In the forex market:
Aussie (AUD): The Aussie is lower this morning on mild risk-aversion as well as well as the news that consumers expect inflation to climb to 4.1% over the next year, which would be the highest level seen in 18 months. However, it should also be noted that if this were to be the case, the RBA would undoubtedly raise rates.
Loonie (CAD): The Loonie is also lower this morning on risk aversion, but faring better than the Kiwi and Aussie as oil prices are only slightly down and still above $85. In addition, Goldman Sachs raised their outlook for the Loonie, which could also be providing it with a bid. However, the last bit of news makes me nervous. My forecast is much rosier than Goldman’s, and my experience has taught me to do the OPPOSITE of what Goldman says. Take that last bit of advice with a grain of salt.
Kiwi (NZD): The NZ PMI index came out earlier showing a better than expected reading of 56.3. Anything above 50 is considered expansion; below 50 economic contraction. Mild risk aversion and lower commodity prices are weighing on the Kiwi.
Euro (EUR): How many acts are in this play? The Euro is lower across the board on, you guessed it, the Greek drama taking place. I was a fan of cliff notes in high school, so here’s the abridged version of how this is going to play out: 1. Greece has a problem and needs to issue bonds; 2. EU can’t agree on a solution, Euro sells off; 3. A last minute solution is reached, allowing Greece to issue bonds causing the Euro to rise; 4) Germany, upset with a higher Euro which hurts their exports, starts rattling the cage and complaining causing the Euro to sell off again; 5) wait for the next “solution” to the problem. In other words, rinse and repeat. They just better hope that investors don’t get tired of this routine and decide to skip the next show!

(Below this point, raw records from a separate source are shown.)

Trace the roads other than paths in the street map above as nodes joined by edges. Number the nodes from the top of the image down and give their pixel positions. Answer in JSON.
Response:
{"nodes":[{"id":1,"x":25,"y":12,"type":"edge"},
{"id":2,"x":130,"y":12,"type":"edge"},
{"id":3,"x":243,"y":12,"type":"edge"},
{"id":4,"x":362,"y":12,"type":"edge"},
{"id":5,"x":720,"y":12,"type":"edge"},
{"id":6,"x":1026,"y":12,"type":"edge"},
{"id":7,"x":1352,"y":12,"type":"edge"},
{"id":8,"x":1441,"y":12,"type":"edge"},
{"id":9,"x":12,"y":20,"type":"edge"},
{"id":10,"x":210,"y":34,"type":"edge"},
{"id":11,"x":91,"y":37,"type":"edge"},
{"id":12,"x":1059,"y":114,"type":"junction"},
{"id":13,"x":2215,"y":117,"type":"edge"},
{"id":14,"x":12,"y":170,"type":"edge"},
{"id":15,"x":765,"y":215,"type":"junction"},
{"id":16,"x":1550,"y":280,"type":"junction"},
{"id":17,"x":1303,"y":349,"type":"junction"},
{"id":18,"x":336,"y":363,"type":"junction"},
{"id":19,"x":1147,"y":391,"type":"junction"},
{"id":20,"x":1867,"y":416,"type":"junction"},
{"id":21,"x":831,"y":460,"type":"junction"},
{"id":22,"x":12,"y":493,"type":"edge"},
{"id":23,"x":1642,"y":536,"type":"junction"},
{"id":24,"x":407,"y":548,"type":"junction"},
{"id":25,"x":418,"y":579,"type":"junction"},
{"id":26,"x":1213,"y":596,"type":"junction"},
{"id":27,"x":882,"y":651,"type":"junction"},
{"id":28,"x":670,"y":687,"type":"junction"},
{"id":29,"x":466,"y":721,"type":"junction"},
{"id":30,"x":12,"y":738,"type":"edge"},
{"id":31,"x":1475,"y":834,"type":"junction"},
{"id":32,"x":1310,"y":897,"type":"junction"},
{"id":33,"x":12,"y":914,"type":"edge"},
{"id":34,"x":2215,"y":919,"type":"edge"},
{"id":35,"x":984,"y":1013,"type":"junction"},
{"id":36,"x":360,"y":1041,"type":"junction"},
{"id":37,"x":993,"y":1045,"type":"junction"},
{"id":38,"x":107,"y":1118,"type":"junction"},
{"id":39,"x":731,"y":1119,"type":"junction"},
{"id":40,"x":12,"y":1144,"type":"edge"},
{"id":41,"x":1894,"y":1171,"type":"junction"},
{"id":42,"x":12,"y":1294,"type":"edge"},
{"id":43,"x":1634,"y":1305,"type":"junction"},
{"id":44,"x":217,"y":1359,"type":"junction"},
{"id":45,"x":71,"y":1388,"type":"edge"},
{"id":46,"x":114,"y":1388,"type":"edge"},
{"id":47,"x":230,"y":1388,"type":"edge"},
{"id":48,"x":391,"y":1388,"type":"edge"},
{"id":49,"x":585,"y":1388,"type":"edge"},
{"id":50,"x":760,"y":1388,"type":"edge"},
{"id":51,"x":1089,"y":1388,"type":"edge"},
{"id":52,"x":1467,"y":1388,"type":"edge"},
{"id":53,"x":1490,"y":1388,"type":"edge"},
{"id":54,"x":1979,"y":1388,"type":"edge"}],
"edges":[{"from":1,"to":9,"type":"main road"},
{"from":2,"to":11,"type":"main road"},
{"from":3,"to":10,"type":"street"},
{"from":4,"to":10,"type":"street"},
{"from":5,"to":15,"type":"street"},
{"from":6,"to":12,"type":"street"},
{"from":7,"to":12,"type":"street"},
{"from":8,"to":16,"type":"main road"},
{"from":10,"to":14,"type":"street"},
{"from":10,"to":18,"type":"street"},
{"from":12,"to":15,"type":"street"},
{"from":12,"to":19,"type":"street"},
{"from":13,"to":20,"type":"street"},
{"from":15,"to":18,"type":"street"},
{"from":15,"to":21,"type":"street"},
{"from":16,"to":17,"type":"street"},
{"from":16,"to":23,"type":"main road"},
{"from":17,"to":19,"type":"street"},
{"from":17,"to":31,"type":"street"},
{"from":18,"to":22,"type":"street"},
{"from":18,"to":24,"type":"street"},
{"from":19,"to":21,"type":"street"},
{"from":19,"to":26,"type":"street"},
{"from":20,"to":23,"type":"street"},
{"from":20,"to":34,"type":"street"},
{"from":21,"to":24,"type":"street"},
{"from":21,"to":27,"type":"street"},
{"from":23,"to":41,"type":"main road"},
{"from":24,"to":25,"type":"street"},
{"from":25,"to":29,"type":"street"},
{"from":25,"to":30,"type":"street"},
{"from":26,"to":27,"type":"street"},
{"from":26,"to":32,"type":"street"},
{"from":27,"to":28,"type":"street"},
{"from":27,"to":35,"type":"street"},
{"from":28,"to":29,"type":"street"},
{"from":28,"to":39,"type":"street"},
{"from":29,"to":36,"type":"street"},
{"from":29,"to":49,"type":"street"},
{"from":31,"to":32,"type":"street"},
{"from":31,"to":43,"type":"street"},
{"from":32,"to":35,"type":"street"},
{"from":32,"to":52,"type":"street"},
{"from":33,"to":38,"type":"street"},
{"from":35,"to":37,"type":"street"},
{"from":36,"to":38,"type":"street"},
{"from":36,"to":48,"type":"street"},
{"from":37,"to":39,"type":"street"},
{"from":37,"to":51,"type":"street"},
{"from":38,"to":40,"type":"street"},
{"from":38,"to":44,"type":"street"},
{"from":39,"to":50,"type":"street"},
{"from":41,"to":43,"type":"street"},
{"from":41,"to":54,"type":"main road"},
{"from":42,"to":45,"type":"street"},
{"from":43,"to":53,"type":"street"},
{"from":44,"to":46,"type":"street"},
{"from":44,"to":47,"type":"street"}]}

Pound (GBP): The Pound is mixed this morning as a new poll shows the chance of a hung Parliament occurring decreasing as the Conservatives are leading the Labor party. Expect various election polls to influence the Pound going into the elections. Next week will be the minutes of the interest rate policy meeting, though it is highly unlikely that anything will be different going into the elections.
Dollar (USD): The Dollar is higher on risk-aversion as stock futures are lower, and initial jobless claims came in worse than expected. China over-heating and the Greek situation add to the mix. However, the Empire manufacturing index came in much better than expected, showing that the US does still have an economic pulse.
Yen (JPY): The Yen is benefiting from risk-aversion today as demand is higher to the un-wind of carry trades.
“Look kids—Big Ben, Parliament!” I feel like Chevy Chase in the movie “European Vacation” as he is stuck in a rotary and goes crazy because he cannot stop from going round and round. And like the forex market, we’ve seen this all before.
The Germans are not known for their outstanding playwrights; the Greeks are. Perhaps Germany should take a note from another Greek story-teller Aesop, who is attributed with the story, “The Boy Who Cried Wolf”.
For if the market stops believing what is taking place, then it could cost the Euro in the long run.